Build a Virtual Power Plant With Akka

Using Akka and the Actor Model to create a distributed power plant

Published in

The Startup

12 min readJul 19, 2020

Around the world, renewable energy use is on the rise, as those alternative energy sources could hold the key to combating climate change. However, with its unpredictable nature, renewable energy generation brings in new technological challenges. Unlike with the old-style centralized fossil fuel generation, in which supply could be turned up and down according to demand, renewable energy generation can’t be forecast precisely. This unpredictable nature of both power generation and power consumption can lead to times of high supply not aligned with times of high demand. To face this problem, Lithium-ion batteries are being used, such as this mega-battery built by Tesla in South Australia. As power consumption is low and generation is high, batteries are able to store the inflating power for later use.

Tesla’s engineers have expanded this solution by introducing the concept of a Virtual Power Plant. In addition to giant centralized batteries, Tesla can aggregate the power produced by many individual households to form a distributed power grid. As rooftop solar systems coupled with Powerwall residential storage batteries are installed at each house, a cloud-based network is able to keep track on the batteries’ status, charge or discharge them, and to run real-time analysis on data, enabling to optimize power distribution and even manipulating the local power market.

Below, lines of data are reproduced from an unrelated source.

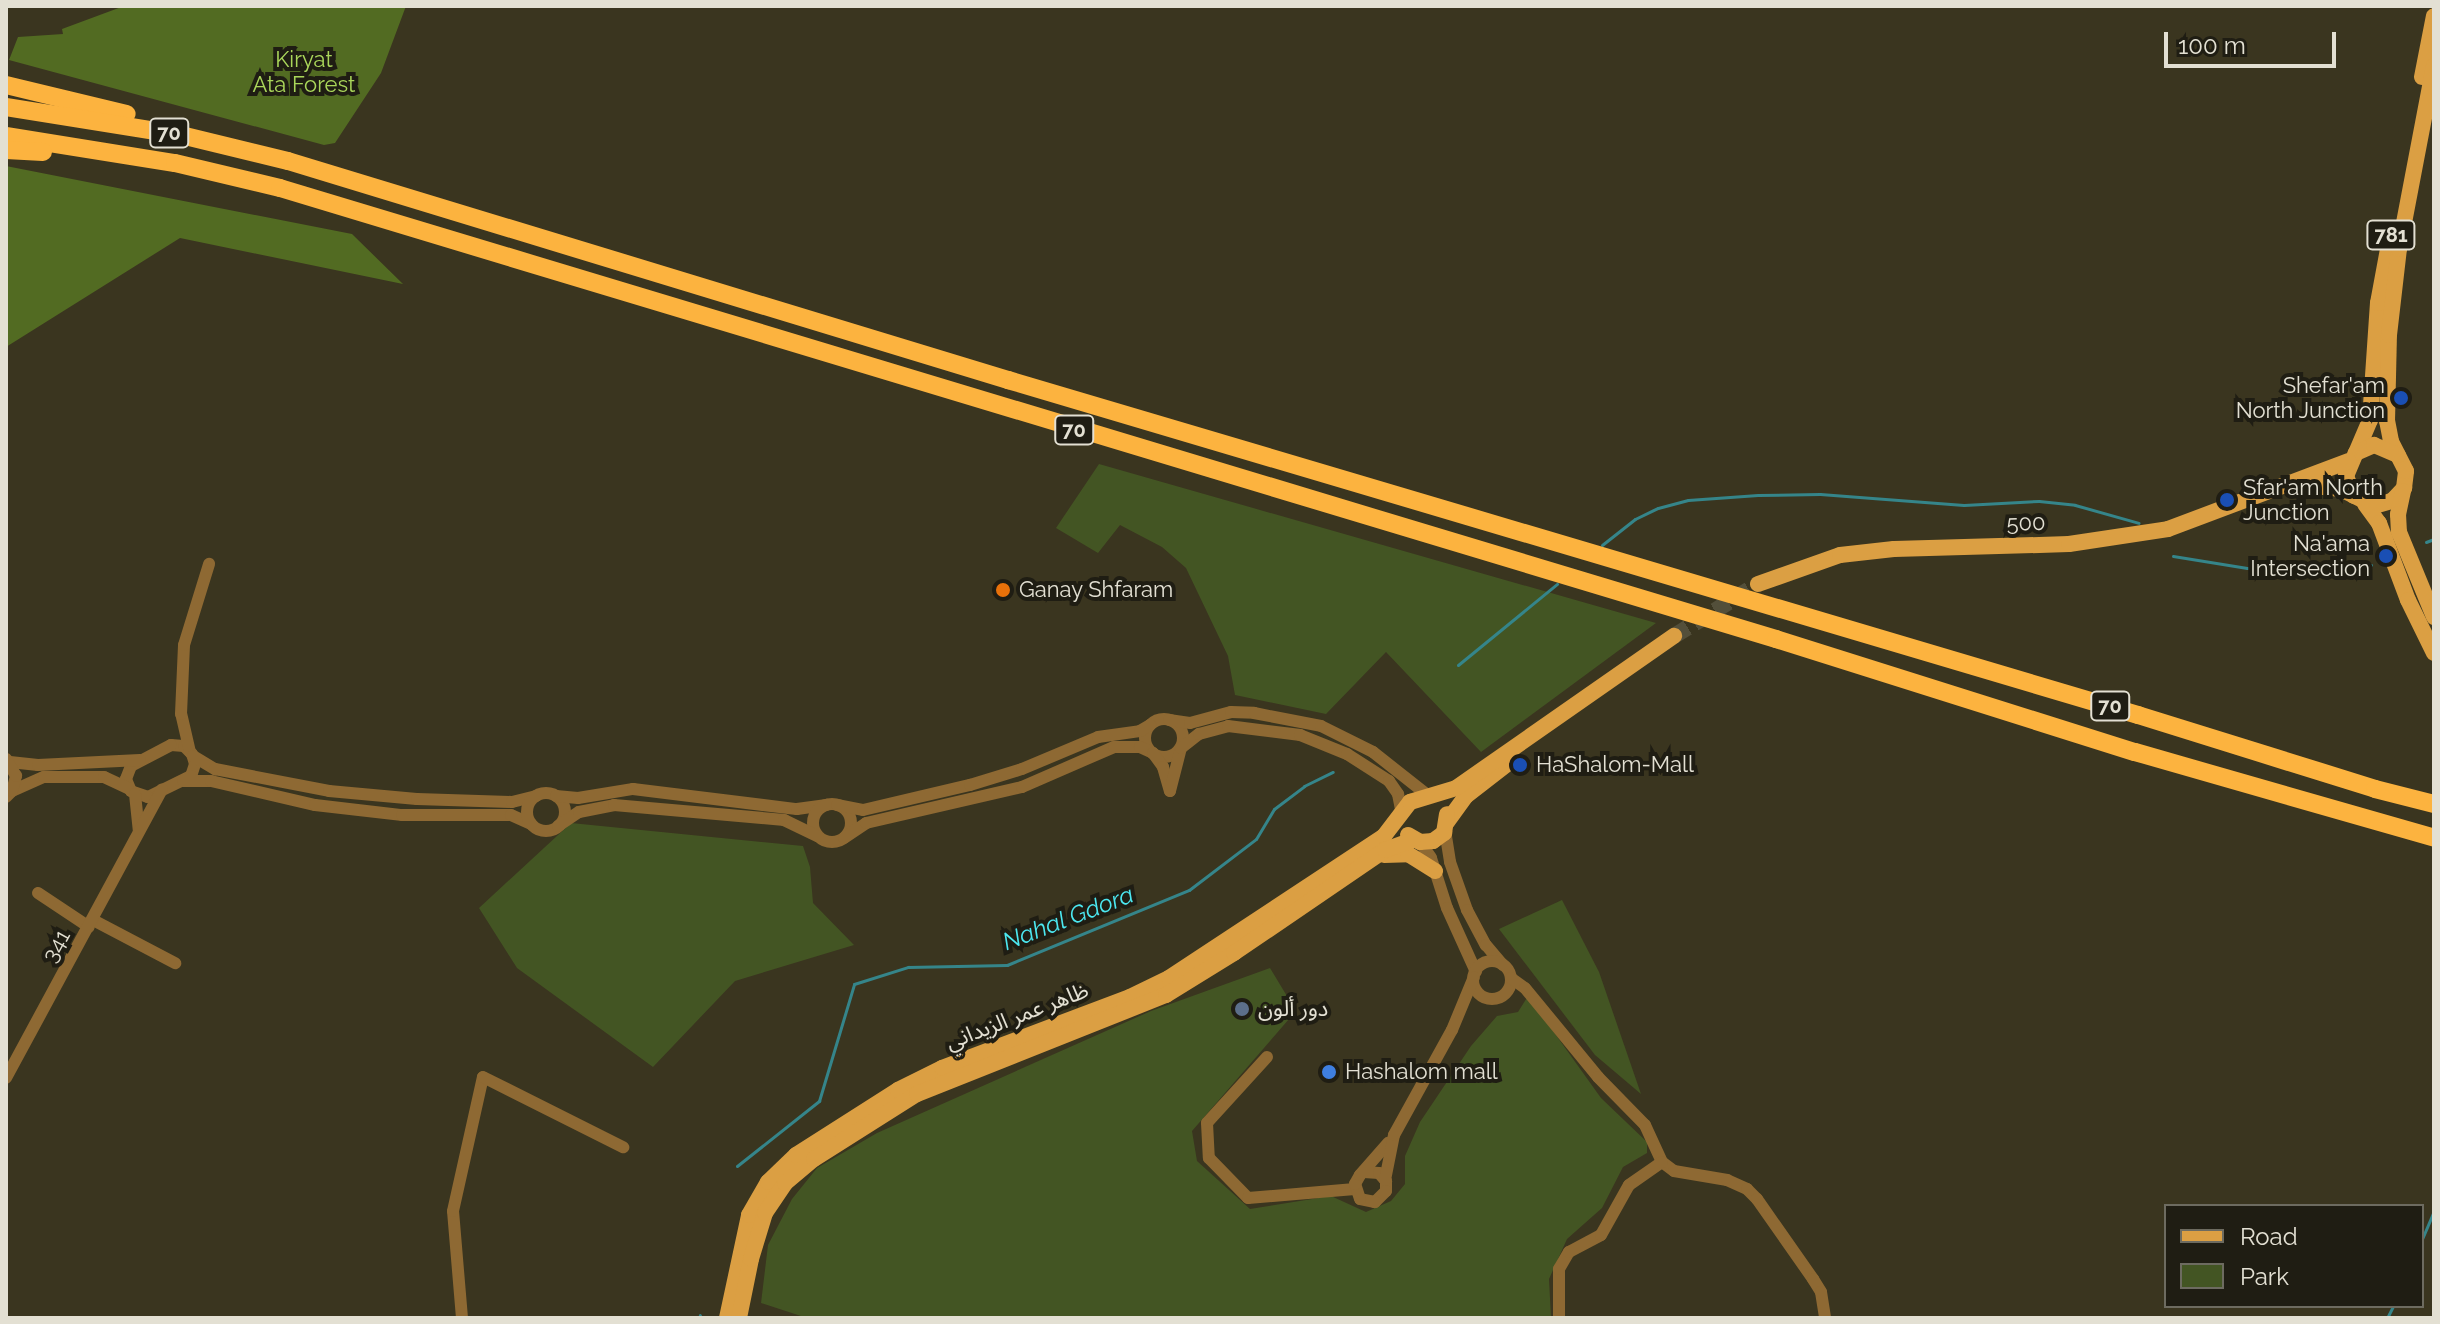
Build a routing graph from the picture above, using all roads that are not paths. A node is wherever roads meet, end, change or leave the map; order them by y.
1 (2434, 16) edge
2 (2434, 65) edge
3 (6, 85) edge
4 (6, 107) edge
5 (6, 136) edge
6 (6, 150) edge
7 (330, 173) junction
8 (226, 174) junction
9 (2399, 456) junction
10 (2353, 457) junction
11 (2292, 484) junction
12 (2404, 488) junction
13 (2360, 500) junction
14 (209, 564) dead end
15 (1758, 584) tunnel mouth
16 (2434, 617) edge
17 (1674, 636) tunnel mouth
18 (2434, 653) edge
19 (1602, 686) junction
20 (181, 714) junction
21 (1169, 720) junction
22 (1150, 725) junction
23 (1181, 748) junction
24 (164, 749) junction
25 (1153, 753) junction
26 (192, 754) junction
27 (8, 760) edge
28 (140, 760) junction
29 (183, 781) junction
30 (162, 790) junction
31 (132, 791) junction
32 (8, 796) edge
33 (536, 796) junction
34 (556, 796) junction
35 (1430, 797) junction
36 (2431, 802) edge
37 (832, 805) junction
38 (1402, 815) junction
39 (531, 824) junction
40 (558, 826) junction
41 (1446, 826) junction
42 (138, 833) junction
43 (817, 836) junction
44 (844, 838) junction
45 (2434, 838) edge
46 (1416, 841) junction
47 (1374, 857) junction
48 (1435, 871) junction
49 (38, 893) dead end
50 (91, 924) junction
51 (175, 963) dead end
52 (1503, 965) junction
53 (1475, 975) junction
54 (1511, 978) junction
55 (1487, 999) junction
56 (1452, 1030) junction
57 (1267, 1057) dead end
58 (6, 1078) edge
59 (1394, 1135) junction
60 (623, 1147) dead end
61 (1662, 1162) junction
62 (1364, 1172) junction
63 (1385, 1180) junction
64 (1355, 1189) junction
65 (462, 1318) edge
66 (727, 1318) edge
67 (739, 1318) edge
68 (1559, 1318) edge
69 (1825, 1318) edge

1 - 10 main road, 781
2 - 9 main road, 781
3 - 7 highway
4 - 7 highway, 70
5 - 8 highway, 70
6 - 8 highway
7 - 36 highway, 70
8 - 45 highway, 70
9 - 10 main road
9 - 12 main road, 781
10 - 11 main road, 500
10 - 13 main road, 781
11 - 13 main road, 500
11 - 15 main road, 500
12 - 13 main road
12 - 16 main road, 781
13 - 18 main road, 781
14 - 20 street
17 - 19 main road
19 - 35 main road
19 - 41 main road
20 - 24 street
20 - 26 street
21 - 22 street
21 - 23 street
21 - 35 street
22 - 25 street
22 - 37 street
23 - 25 street
23 - 25 street
23 - 38 street
24 - 26 street
24 - 28 street
25 - 44 street
26 - 29 street
26 - 33 street
27 - 28 street
27 - 32 street
28 - 31 street
29 - 30 street
29 - 39 street
30 - 31 street
30 - 42 street, 341
31 - 32 street
31 - 42 street
33 - 34 street
33 - 39 street
34 - 37 street
34 - 40 street
35 - 38 main road
35 - 41 main road
37 - 43 street
37 - 44 street
38 - 46 main road
38 - 66 main road, ظاهر عمر الزيداني
39 - 40 street
40 - 43 street
41 - 46 main road
41 - 52 street
42 - 50 street, 341
43 - 44 street
46 - 47 main road, ظاهر عمر الزيداني
46 - 48 street
47 - 48 main road
47 - 67 main road, ظاهر عمر الزيداني
48 - 53 street
49 - 50 street
50 - 51 street
50 - 58 street, 341
52 - 53 street
52 - 54 street
53 - 55 street
53 - 56 street
54 - 55 street
54 - 61 street
55 - 56 street
56 - 59 street
57 - 64 street
59 - 62 street
59 - 63 street
60 - 65 street
61 - 68 street
61 - 69 street
62 - 63 street
62 - 64 street
63 - 64 street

In this post, we will outline the implementation of a simple distributed Virtual Power Plant by using Scala, Akka, and the Actor Model, as we explain the basic ideas behind the Actor Model.

The Platform

We wish to implement a cloud-based service that allows us to connect power-generating units (such as houses) to the network, and to query, at any given moment, the power levels of all houses connected to a given geographical region.

Since a power resource can be a house, but it can also be a physical power plant such as a solar farm or a windmill farm, we use the generalized term Resource to describe any power-generating unit.

In the above, a controller sends an HTTP request to connect a specific resource to a specific region in the system. The platform receives a continuous stream of Telemetry data via a dedicated WebSocket, which specifies the current battery level of that resource. The platform supports queries about battery levels of all connected Resources of a given Region.

The Actor Model

The system is expected to receive and process streams of real-time data that are produced by many different power-resources, and which are produced simultaneously. Handling those computations in a single thread of execution would result in unusably slow applications, memory problems, crashes, and timeouts. To support such the concurrent nature of such a platform, there is a need for Multithreading.

Locking is hard

With Multithreading, it is hard to guarantee a true encapsulation of shared resources. As threads can be interleaved in an arbitrary and non-deterministic way, it is easy to introduce rase-conditions and to reach a corrupted state. The only way to eliminate those risks is by coordinating those threads, usually with Locking.

While Locking ensures the validity of the execution, it comes with a heavy price: Locks dramatically limit parallelism, as threads often cannot work in parallel. Furthermore, it is easy to introduce deadlocks and livelocks, as coordinating between a pool of threads is complex in nature. Another considerable complexity with Locks is with Horizontal scalability — When it comes to coordinating across multiple machines, locks are also being distributed. Unfortunately, distributed locks are several magnitudes less efficient than local locks and usually impose a hard limit on scaling out. Distributed lock protocols require several communication round-trips over the network across multiple machines, which dramatically increases latency.

Writing concurrent systems using traditional low-level mechanisms such as locks and threads is difficult. The resulting software is often hard to understand and maintain.

Enters the Actor Model

The Actor Model is ideal for thinking about highly concurrent and scalable systems. The Actor Model provides a higher-level alternative that is much easier to reason about. In the actor model, we consider our system to be composed of Actors, computational primitives that have a private state, that can send and receive messages, and perform computations based on those messages. The system is composed of different actors who communicate via messages and never share memory.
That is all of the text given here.